Auch die Seele bewegt sich. Für die Seele bedeutet die kreisförmige Bewegung ihr Eindringen gleichsam von außen tiefer in sich selbst, nämlich eine eigengestaltige Zusammenfassung ihrer eigenen geistigen Kräfte, die sie von Abschweifungen bewahrt, sie von der Vielheit aller äußeren Dinge hinweg wendet, zu sich selbst zurückwendet, so dass sie sich im eigenen Seelenbereich zu sammeln vermag, also zuerst im eigenen Seelengrund. Dann, da sie nunmehr eingestaltig geworden ist, strebt sie zu den durch Läuterung ein artig gewordenen Mächten empor, zu den Engeln, und lässt sich von ihnen zum Schönen und Guten leiten, das über allen Wesen ist, stets Eines, stets Dasselbe, ohne Anfang und ohne Ende.
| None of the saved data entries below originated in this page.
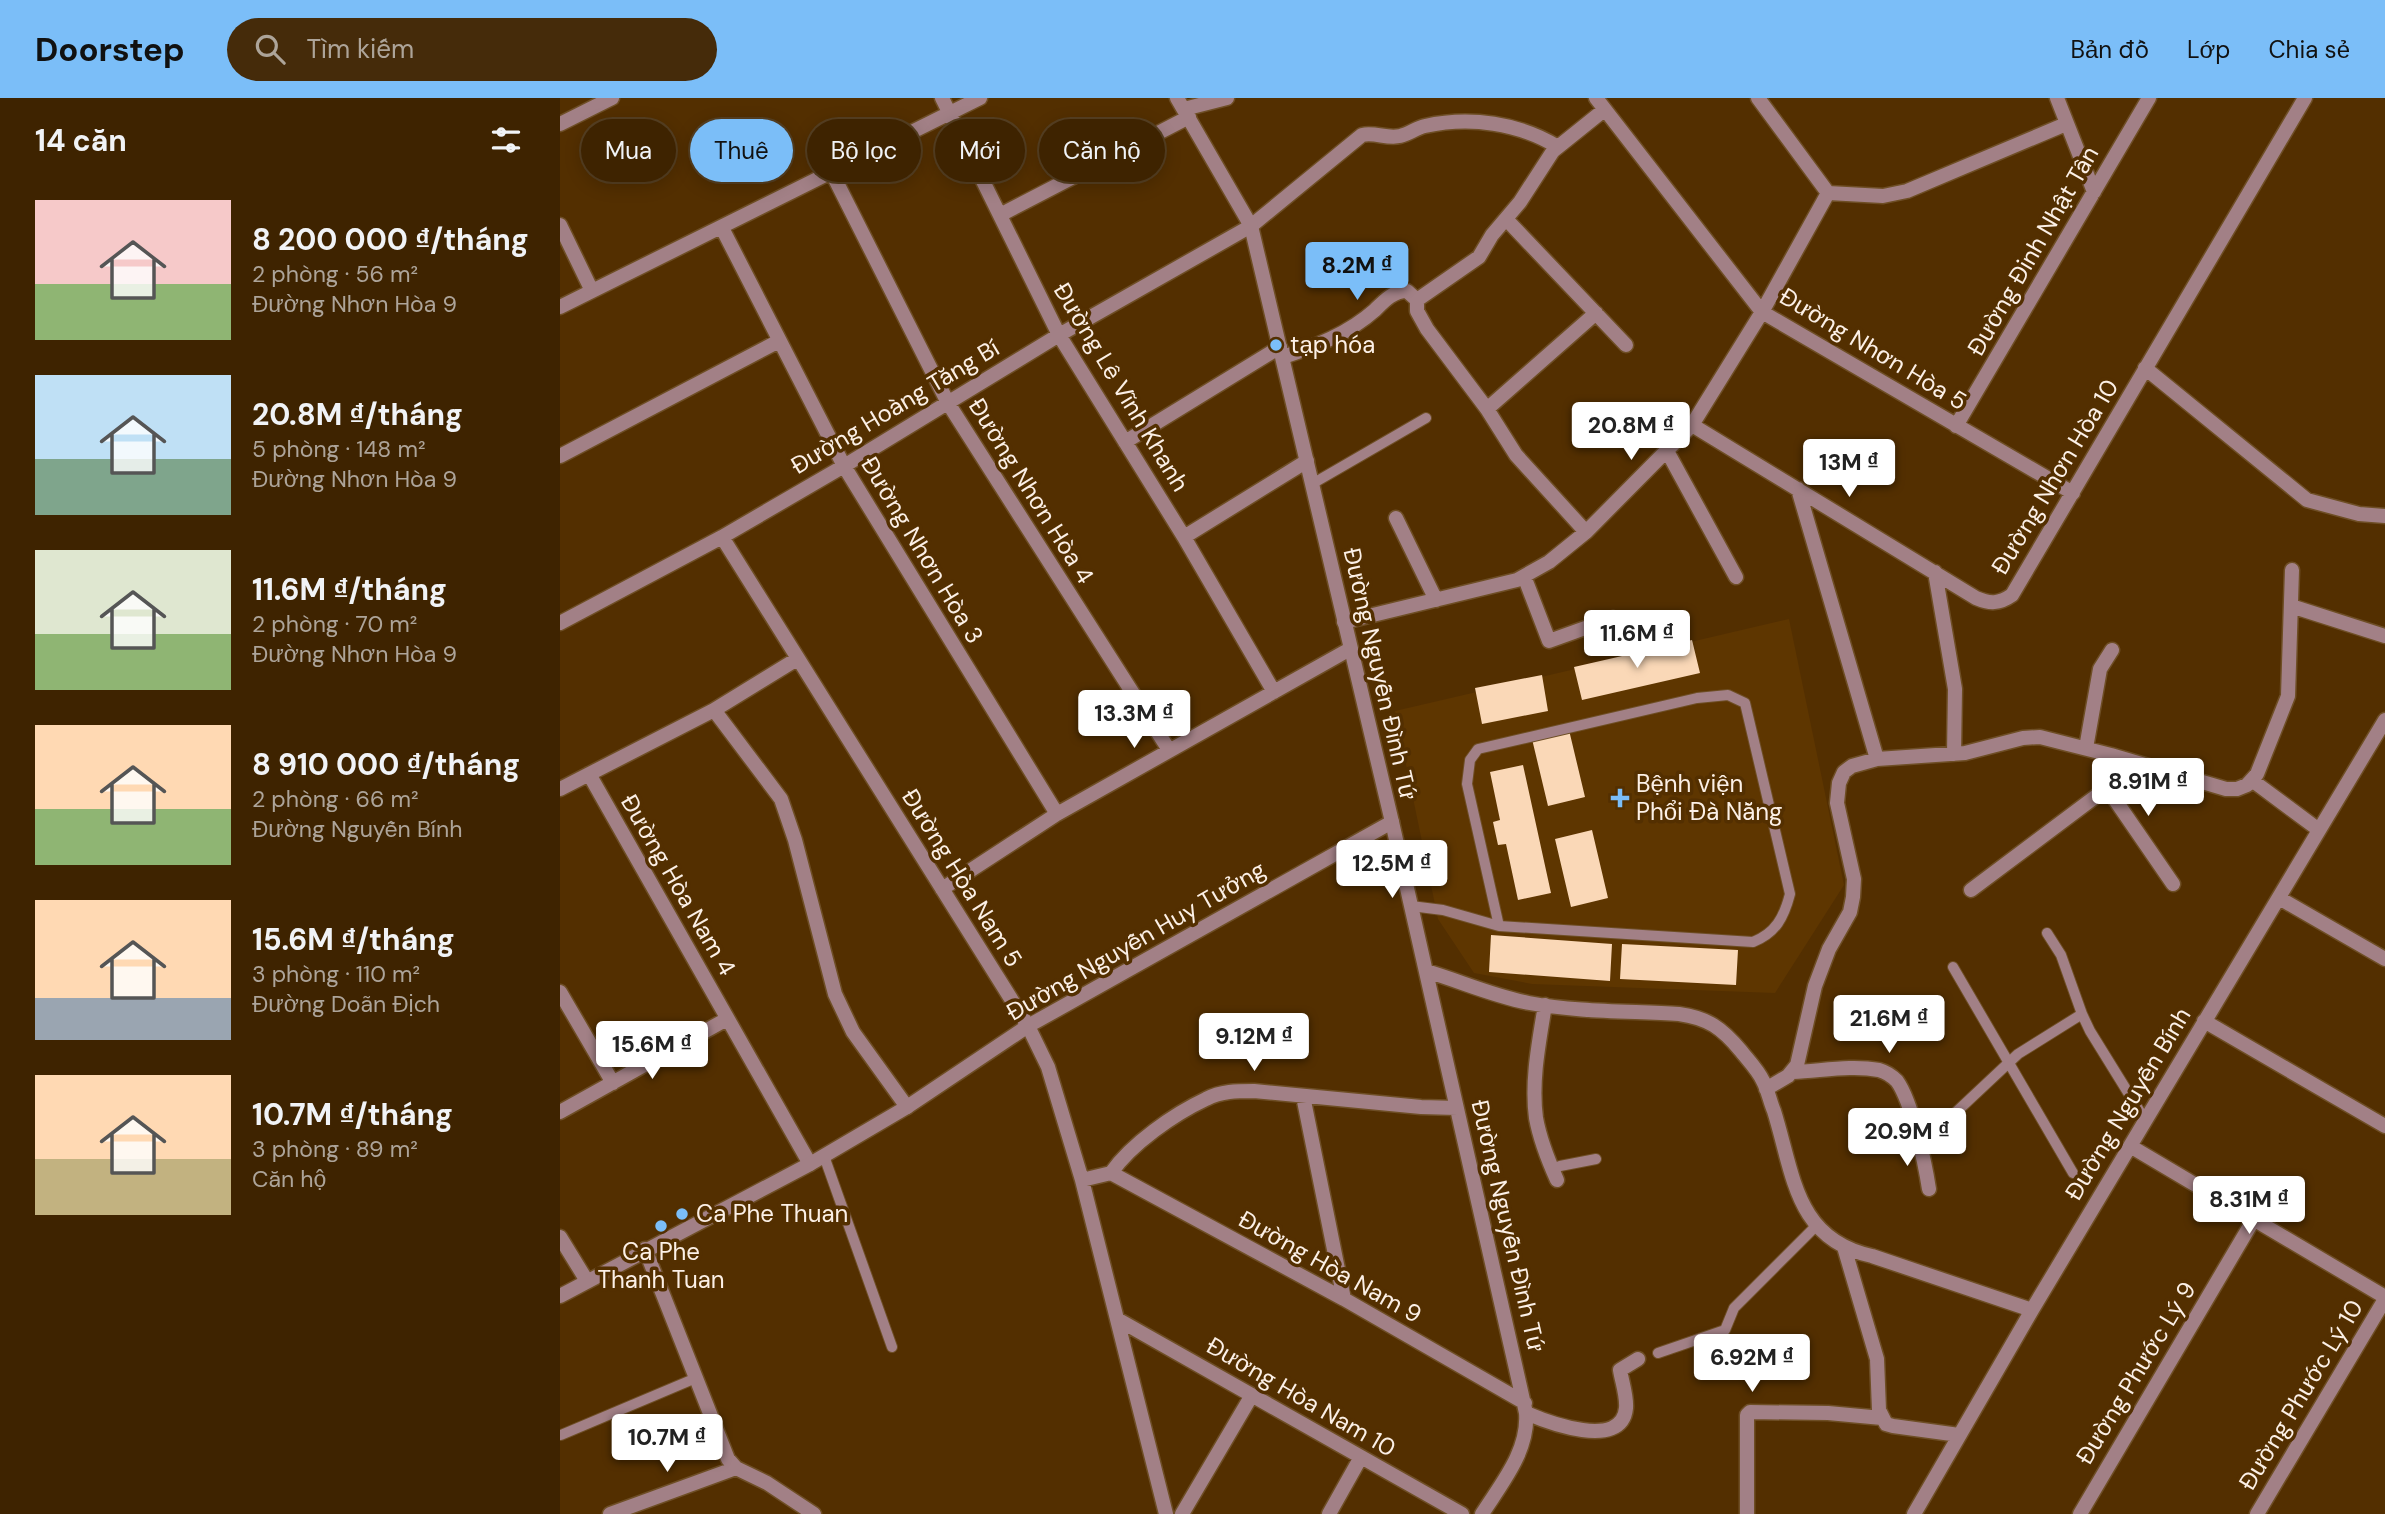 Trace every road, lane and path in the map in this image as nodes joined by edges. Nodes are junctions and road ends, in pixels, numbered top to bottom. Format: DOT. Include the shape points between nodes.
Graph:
graph roads {
  1 [pos="612,98"];
  2 [pos="942,98"];
  3 [pos="980,98"];
  4 [pos="1227,98"];
  5 [pos="1758,98"];
  6 [pos="2057,98"];
  7 [pos="2149,98"];
  8 [pos="2305,98"];
  9 [pos="1600,104"];
  10 [pos="1183,108"];
  11 [pos="950,113"];
  12 [pos="560,124"];
  13 [pos="2066,124"];
  14 [pos="921,128"];
  15 [pos="1558,147"];
  16 [pos="814,182"];
  17 [pos="837,182"];
  18 [pos="2094,192"];
  19 [pos="1828,193"];
  20 [pos="1000,215"];
  21 [pos="1506,219"];
  22 [pos="560,225"];
  23 [pos="1251,226"];
  24 [pos="722,228"];
  25 [pos="592,291"];
  26 [pos="1417,300"];
  27 [pos="560,307"];
  28 [pos="1762,312"];
  29 [pos="1596,313"];
  30 [pos="1059,335"];
  31 [pos="779,341"];
  32 [pos="1626,345"];
  33 [pos="1281,352"];
  34 [pos="2145,368"];
  35 [pos="948,403"];
  36 [pos="1487,409"];
  37 [pos="1426,418"];
  38 [pos="1692,425"];
  39 [pos="1956,426"];
  40 [pos="1125,442"];
  41 [pos="1667,451"];
  42 [pos="560,456"];
  43 [pos="1307,461"];
  44 [pos="844,466"];
  45 [pos="1312,484"];
  46 [pos="1798,489"];
  47 [pos="2073,493"];
  48 [pos="2385,516"];
  49 [pos="1396,518"];
  50 [pos="1586,532"];
  51 [pos="722,537"];
  52 [pos="1184,537"];
  53 [pos="2292,570"];
  54 [pos="1935,572"];
  55 [pos="1524,576"];
  56 [pos="1736,577"];
  57 [pos="1436,600"];
  58 [pos="2291,606"];
  59 [pos="1613,618"];
  60 [pos="1344,622"];
  61 [pos="560,624"];
  62 [pos="2385,636"];
  63 [pos="1350,649"];
  64 [pos="2112,650"];
  65 [pos="797,659"];
  66 [pos="1274,692"];
  67 [pos="714,710"];
  68 [pos="2385,720"];
  69 [pos="2086,748"];
  70 [pos="1169,750"];
  71 [pos="1954,754"];
  72 [pos="2111,755"];
  73 [pos="1877,759"];
  74 [pos="589,774"];
  75 [pos="2253,780"];
  76 [pos="2107,788"];
  77 [pos="560,789"];
  78 [pos="1057,814"];
  79 [pos="1392,822"];
  80 [pos="2319,830"];
  81 [pos="2173,884"];
  82 [pos="942,889"];
  83 [pos="1971,890"];
  84 [pos="2279,898"];
  85 [pos="1411,906"];
  86 [pos="1499,926"];
  87 [pos="2047,933"];
  88 [pos="2385,959"];
  89 [pos="1953,967"];
  90 [pos="1426,971"];
  91 [pos="560,992"];
  92 [pos="1545,1005"];
  93 [pos="2081,1014"];
  94 [pos="727,1018"];
  95 [pos="2204,1021"];
  96 [pos="1028,1027"];
  97 [pos="2008,1062"];
  98 [pos="1793,1072"];
  99 [pos="613,1083"];
  100 [pos="1766,1089"];
  101 [pos="1303,1096"];
  102 [pos="907,1107"];
  103 [pos="1457,1108"];
  104 [pos="560,1112"];
  105 [pos="2145,1120"];
  106 [pos="2385,1126"];
  107 [pos="1919,1141"];
  108 [pos="2130,1146"];
  109 [pos="824,1156"];
  110 [pos="1596,1159"];
  111 [pos="810,1164"];
  112 [pos="1111,1173"];
  113 [pos="2073,1173"];
  114 [pos="1554,1175"];
  115 [pos="1082,1180"];
  116 [pos="1929,1189"];
  117 [pos="2254,1219"];
  118 [pos="1816,1226"];
  119 [pos="560,1237"];
  120 [pos="1844,1247"];
  121 [pos="645,1250"];
  122 [pos="587,1281"];
  123 [pos="560,1296"];
  124 [pos="2385,1298"];
  125 [pos="1344,1299"];
  126 [pos="2032,1310"];
  127 [pos="1117,1319"];
  128 [pos="892,1347"];
  129 [pos="1658,1353"];
  130 [pos="1638,1359"];
  131 [pos="696,1378"];
  132 [pos="1252,1395"];
  133 [pos="1525,1408"];
  134 [pos="1882,1418"];
  135 [pos="561,1435"];
  136 [pos="1959,1435"];
  137 [pos="1361,1457"];
  138 [pos="736,1468"];
  139 [pos="610,1514"];
  140 [pos="814,1514"];
  141 [pos="1166,1514"];
  142 [pos="1182,1514"];
  143 [pos="1329,1514"];
  144 [pos="1462,1514"];
  145 [pos="1482,1514"];
  146 [pos="1746,1514"];
  147 [pos="1914,1514"];
  148 [pos="2080,1514"];
  149 [pos="2257,1514"];
  1 -- 12 [label="street"];
  2 -- 11 [label="street, Đường Lê Vĩnh Khanh"];
  3 -- 11 [label="street"];
  4 -- 10 [label="street"];
  5 -- 19 [label="street"];
  6 -- 13 [label="street"];
  7 -- 18 [label="street, Đường Đinh Nhật Tân"];
  8 -- 34 [label="street, Đường Nhơn Hòa 10"];
  9 -- 15 [label="street, Đường Nhơn Hòa 5"];
  9 -- 28 [label="street, Đường Nhơn Hòa 5"];
  10 -- 20 [label="street"];
  10 -- 23 [label="street, Đường Nguyễn Đình Tứ"];
  11 -- 14 [label="street"];
  11 -- 20 [label="street, Đường Lê Vĩnh Khanh"];
  13 -- 18 [label="street"];
  13 -- 19 [label="street" via="1907,191 1883,196"];
  15 -- 21 [label="street, Đường Nhơn Hòa 5"];
  15 -- 23 [label="street, Đường Hoàng Tăng Bí" via="1530,131 1469,122 1423,126 1397,137 1362,135"];
  16 -- 24 [label="street"];
  17 -- 35 [label="street, Đường Nhơn Hòa 4"];
  18 -- 39 [label="street, Đường Đinh Nhật Tân"];
  19 -- 28 [label="street"];
  20 -- 30 [label="street, Đường Lê Vĩnh Khanh"];
  21 -- 26 [label="street, Đường Nhơn Hòa 5" via="1479,257"];
  21 -- 29 [label="street"];
  22 -- 25 [label="street"];
  23 -- 30 [label="street, Đường Hoàng Tăng Bí"];
  23 -- 33 [label="street, Đường Nguyễn Đình Tứ"];
  24 -- 25 [label="street"];
  24 -- 31 [label="street, Đường Nhơn Hòa 3"];
  25 -- 27 [label="street"];
  26 -- 33 [label="street" via="1407,290 1399,292 1338,336"];
  26 -- 36 [label="street" via="1417,311 1427,329"];
  28 -- 38 [label="street"];
  28 -- 39 [label="street, Đường Nhơn Hòa 5"];
  29 -- 32 [label="street"];
  29 -- 36 [label="street"];
  30 -- 35 [label="street, Đường Hoàng Tăng Bí"];
  30 -- 40 [label="street, Đường Lê Vĩnh Khanh"];
  31 -- 42 [label="street"];
  31 -- 44 [label="street, Đường Nhơn Hòa 3"];
  33 -- 40 [label="street"];
  33 -- 43 [label="street, Đường Nguyễn Đình Tứ"];
  34 -- 47 [label="street, Đường Nhơn Hòa 10"];
  34 -- 48 [label="street" via="2307,500"];
  35 -- 44 [label="street, Đường Hoàng Tăng Bí"];
  35 -- 70 [label="street, Đường Nhơn Hòa 4"];
  36 -- 50 [label="street" via="1516,455"];
  37 -- 45 [label="lane"];
  38 -- 41 [label="street"];
  38 -- 46 [label="street, Đường Nhơn Hòa 10"];
  39 -- 47 [label="street, Đường Nhơn Hòa 5"];
  40 -- 52 [label="street, Đường Lê Vĩnh Khanh"];
  41 -- 50 [label="street"];
  41 -- 56 [label="street"];
  43 -- 45 [label="street, Đường Nguyễn Đình Tứ"];
  43 -- 52 [label="street"];
  44 -- 51 [label="street, Đường Hoàng Tăng Bí"];
  44 -- 78 [label="street, Đường Nhơn Hòa 3"];
  45 -- 60 [label="street, Đường Nguyễn Đình Tứ"];
  46 -- 54 [label="street, Đường Nhơn Hòa 10"];
  46 -- 73 [label="street"];
  47 -- 54 [label="street, Đường Nhơn Hòa 10" via="2012,595 2004,600 1985,602"];
  49 -- 57 [label="street"];
  50 -- 55 [label="street"];
  51 -- 61 [label="street, Đường Hoàng Tăng Bí"];
  51 -- 65 [label="street, Đường Hòa Nam 5"];
  52 -- 66 [label="street, Đường Lê Vĩnh Khanh"];
  53 -- 58 [label="street"];
  54 -- 71 [label="street" via="1955,689"];
  55 -- 57 [label="street"];
  55 -- 59 [label="street" via="1549,641"];
  57 -- 60 [label="street"];
  58 -- 62 [label="street"];
  58 -- 75 [label="street" via="2288,695"];
  60 -- 63 [label="street, Đường Nguyễn Đình Tứ"];
  63 -- 66 [label="street"];
  63 -- 79 [label="street, Đường Nguyễn Đình Tứ"];
  64 -- 69 [label="street" via="2100,669"];
  65 -- 67 [label="street"];
  65 -- 82 [label="street, Đường Hòa Nam 5"];
  66 -- 70 [label="street"];
  67 -- 74 [label="street"];
  67 -- 102 [label="street" via="781,799 835,994 853,1032"];
  68 -- 80 [label="street, Đường Nguyễn Bính"];
  69 -- 71 [label="street" via="2031,737"];
  69 -- 72 [label="street"];
  70 -- 78 [label="street"];
  71 -- 73 [label="street"];
  72 -- 75 [label="street" via="2227,789"];
  72 -- 76 [label="street"];
  73 -- 98 [label="street" via="1852,766 1839,783 1837,803 1854,879 1853,897 1815,986"];
  74 -- 77 [label="street"];
  74 -- 94 [label="street, Đường Hòa Nam 4"];
  75 -- 80 [label="street"];
  76 -- 81 [label="street"];
  76 -- 83 [label="street"];
  78 -- 82 [label="street"];
  79 -- 85 [label="street, Đường Nguyễn Đình Tứ"];
  79 -- 96 [label="street, Đường Nguyễn Huy Tưởng"];
  80 -- 84 [label="street, Đường Nguyễn Bính"];
  82 -- 96 [label="street, Đường Hòa Nam 5"];
  84 -- 88 [label="street"];
  84 -- 95 [label="street, Đường Nguyễn Bính"];
  85 -- 86 [label="lane"];
  85 -- 90 [label="street, Đường Nguyễn Đình Tứ"];
  86 -- 86 [label="lane" via="1753,942 1768,936 1786,912 1790,894 1745,704 1728,695 1697,698 1478,749 1470,760 1467,785"];
  87 -- 93 [label="lane" via="2066,968"];
  89 -- 97 [label="lane"];
  90 -- 92 [label="street" via="1502,997"];
  90 -- 103 [label="street, Đường Nguyễn Đình Tứ"];
  91 -- 99 [label="street"];
  92 -- 100 [label="street" via="1697,1016 1722,1030"];
  92 -- 114 [label="street" via="1536,1065 1536,1116"];
  93 -- 97 [label="lane"];
  93 -- 105 [label="lane"];
  94 -- 99 [label="street"];
  94 -- 111 [label="street, Đường Hòa Nam 4"];
  95 -- 105 [label="street, Đường Nguyễn Bính"];
  95 -- 106 [label="street"];
  96 -- 102 [label="street, Đường Nguyễn Huy Tưởng"];
  96 -- 115 [label="street, Đường Hòa Nam 5" via="1048,1066"];
  97 -- 107 [label="lane"];
  97 -- 113 [label="lane"];
  98 -- 100 [label="street"];
  98 -- 107 [label="street" via="1861,1069 1891,1075"];
  99 -- 104 [label="street"];
  100 -- 118 [label="street" via="1792,1182"];
  101 -- 103 [label="street"];
  101 -- 112 [label="street" via="1229,1091 1206,1098 1135,1146"];
  101 -- 125 [label="street"];
  102 -- 109 [label="street, Đường Nguyễn Huy Tưởng"];
  103 -- 133 [label="street, Đường Nguyễn Đình Tứ"];
  105 -- 108 [label="street, Đường Nguyễn Bính"];
  107 -- 116 [label="street"];
  108 -- 117 [label="street"];
  108 -- 126 [label="street, Đường Nguyễn Bính"];
  109 -- 111 [label="street, Đường Nguyễn Huy Tưởng"];
  109 -- 128 [label="lane"];
  110 -- 114 [label="lane" via="1560,1166"];
  111 -- 121 [label="street, Đường Nguyễn Huy Tưởng"];
  112 -- 115 [label="street"];
  112 -- 125 [label="street, Đường Hòa Nam 9"];
  115 -- 127 [label="street, Đường Hòa Nam 5"];
  117 -- 124 [label="street"];
  117 -- 148 [label="street, Đường Phước Lý 9"];
  118 -- 120 [label="street"];
  118 -- 129 [label="lane" via="1734,1308 1725,1330"];
  119 -- 122 [label="street"];
  120 -- 126 [label="street"];
  120 -- 134 [label="street" via="1877,1359"];
  121 -- 122 [label="street, Đường Nguyễn Huy Tưởng"];
  121 -- 131 [label="street"];
  122 -- 123 [label="street, Đường Nguyễn Huy Tưởng"];
  124 -- 149 [label="street, Đường Phước Lý 10"];
  125 -- 133 [label="street, Đường Hòa Nam 9"];
  126 -- 136 [label="street, Đường Nguyễn Bính"];
  127 -- 132 [label="street, Đường Hòa Nam 10"];
  127 -- 141 [label="street, Đường Hòa Nam 5"];
  130 -- 133 [label="street, Đường Hòa Nam 9" via="1620,1370 1626,1409 1615,1426 1581,1431 1555,1426"];
  131 -- 135 [label="lane"];
  131 -- 138 [label="street" via="728,1459"];
  132 -- 137 [label="street, Đường Hòa Nam 10"];
  132 -- 142 [label="street"];
  133 -- 145 [label="street, Đường Nguyễn Đình Tứ" via="1527,1422 1517,1457"];
  134 -- 136 [label="street" via="1893,1426"];
  134 -- 146 [label="street" via="1750,1412"];
  136 -- 147 [label="street, Đường Nguyễn Bính"];
  137 -- 143 [label="street"];
  137 -- 144 [label="street, Đường Hòa Nam 10"];
  138 -- 139 [label="street"];
  138 -- 140 [label="street"];
}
Spiralenförmig wird die Seele bewegt, insofern sie ihrer Natur gemäß von göttlicher Erkenntnis erleuchtet wird, und zwar nicht auf direkte geistige und geeinte Weise, sondern durch diskursive Schlussfolgerungen, gleichsam durch Gegensätze, die aufeinander abzustimmen sind, also durch gemischte und gegenständlich abwechselnde Tätigkeiten.Die geradlinige Bewegung der Seele endlich ist jene, in welcher sie weder in sich selbst sich vertieft (denn das wäre, wie gesagt, die kreisförmige Bewegung) noch auch dialektisch aufnimmt und lernt (denn das wäre die spiralenförmige), sondern lehrend und wirkend in ihre Umgebung hinaustritt – aber auch da lässt sie sich von den Außendingen anregen, doch alle mannigfachen und vervielfältigenden Symbole führen sie dann wieder zu den einfachen und geeinten Begriffen des Guten und Schönen empor.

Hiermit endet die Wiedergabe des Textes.